The burden of malignant lymphoma in China is greater than the global equivalent. The randomized controlled trials provide medical evidence that TCM can improve the response and survival in patients with lymphoma. However, the mechanisms underlying remain undefined.

Objective

Evidence-based data mining for traditional Chinese medicine (TCM) on improving response and survival in malignant lymphoma treatment was performed in this study. In addition, the mechanisms of TCM through network pharmacology and molecular docking were explored.

Methods

The China national knowledge infrastructure, Wanfang Data, China Science and Technology Journal Database, PubMed, and Web of Science databases were searched to select TCM formulas with response and survival benefits in the treatment of malignant lymphomas.

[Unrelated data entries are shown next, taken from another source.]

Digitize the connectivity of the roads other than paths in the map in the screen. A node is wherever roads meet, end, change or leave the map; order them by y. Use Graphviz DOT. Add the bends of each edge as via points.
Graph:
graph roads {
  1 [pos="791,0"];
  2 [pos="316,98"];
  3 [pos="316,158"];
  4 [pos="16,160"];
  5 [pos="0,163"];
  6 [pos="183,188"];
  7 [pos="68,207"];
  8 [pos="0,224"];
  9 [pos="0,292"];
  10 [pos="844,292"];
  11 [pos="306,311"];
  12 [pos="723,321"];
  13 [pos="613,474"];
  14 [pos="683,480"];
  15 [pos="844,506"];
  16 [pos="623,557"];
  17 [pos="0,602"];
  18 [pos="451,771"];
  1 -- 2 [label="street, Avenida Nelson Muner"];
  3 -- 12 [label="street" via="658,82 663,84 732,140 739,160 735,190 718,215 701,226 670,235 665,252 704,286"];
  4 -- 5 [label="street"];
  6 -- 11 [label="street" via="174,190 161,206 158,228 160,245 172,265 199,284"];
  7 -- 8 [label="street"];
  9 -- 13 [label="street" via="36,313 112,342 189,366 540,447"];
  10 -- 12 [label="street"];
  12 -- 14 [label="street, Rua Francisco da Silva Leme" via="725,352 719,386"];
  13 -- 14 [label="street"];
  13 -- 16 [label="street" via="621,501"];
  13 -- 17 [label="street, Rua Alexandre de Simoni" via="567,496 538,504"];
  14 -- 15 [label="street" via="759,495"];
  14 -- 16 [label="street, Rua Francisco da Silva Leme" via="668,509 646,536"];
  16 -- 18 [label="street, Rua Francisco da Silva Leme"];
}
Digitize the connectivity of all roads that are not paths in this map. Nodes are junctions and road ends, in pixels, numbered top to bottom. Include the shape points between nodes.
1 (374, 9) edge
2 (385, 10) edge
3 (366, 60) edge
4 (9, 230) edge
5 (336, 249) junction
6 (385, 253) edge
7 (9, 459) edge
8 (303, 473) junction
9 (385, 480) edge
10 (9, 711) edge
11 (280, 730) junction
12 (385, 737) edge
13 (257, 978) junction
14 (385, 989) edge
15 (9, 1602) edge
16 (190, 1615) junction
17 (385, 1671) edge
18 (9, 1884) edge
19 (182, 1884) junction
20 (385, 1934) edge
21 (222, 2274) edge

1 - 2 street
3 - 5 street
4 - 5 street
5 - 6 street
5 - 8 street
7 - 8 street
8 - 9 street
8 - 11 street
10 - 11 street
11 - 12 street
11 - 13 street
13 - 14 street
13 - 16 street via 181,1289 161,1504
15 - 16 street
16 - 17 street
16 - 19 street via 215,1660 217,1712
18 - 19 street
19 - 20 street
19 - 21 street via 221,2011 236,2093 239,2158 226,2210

We then analyzed and visualized the tropism of taste, frequency of drug use, dosage, clustering, association rules mining (minimum support threshold as 0.20, the minimum confidence threshold as 0.80 and lift >1), and complex networks for potential core herb compositions using Excel, IBM SPSS Statistics 26, and IBM SPSS Modeler 18. TCM systems pharmacology, GeneCards, Online Mendelian Inheritance in Man, and other databases were used to screen potential core active ingredients and malignant lymphoma-related targets. The intersection targets were used to construct a protein interaction network using Cytoscape to obtain the key targets. Gene Ontology and Kyoto Encyclopedia of Genes and Genomes pathway enrichment were used to analyze the core target, and molecular docking of key components and targets was performed using CB-Dock2.

Results

Twenty-four Chinese herbal formulae were included, encompassing 107 herbs with mainly cold and warm properties and bitter and sweet flavors. They were associated with the yin meridians of the liver, spleen, and lungs. The TCMs underwent association rule analysis, identified 27 association rules, including 12 herb pairs and 13 angle medicine, and clustered into eight classes by clustering analysis. Combined with the results from mining analysis, Pinelliae (Ban-xia), Poria (Fu-ling), Atractylodis macrocephalae (Bai-zhu), Curcumae (E-zhu), and Sparganii (San-leng) were the potential core herbs According to network pharmacology and molecular docking, the main core components of the potential core drugs are hederagenin, cerevisterol, 14-acetyl-12-senecioyl-2E,8E,10E-atractylentriol, 12,13-epoxy-9-hydroxynonadeca-7,10-dienoic acid, cavidine, and baicalein. These core drugs are mainly involved in the pathways of EGFR tyrosine kinase inhibitor resistance, PD-1/L1, natural killer cell-mediated cytotoxicity, NF-κB, epithelial cell signaling in H. pylori infections, and Th17 cell differentiation. They aid in regulating the transmembrane receptor protein tyrosine kinase signaling pathway, ERBB signaling pathway, PI3K signaling pathway, and phosphorylation process. Ten key components and eight key targets, including baicalein and hederagenin, demonstrated strong binding activity.

Conclusion

Collectively, some core herbs exerted anti-tumor effects through immune and inflammatory pathway modulation, inhibition of immune escape, and induction of cell apoptosis. These findings support future evidence-based research on malignant lymphoma treatment using TCM.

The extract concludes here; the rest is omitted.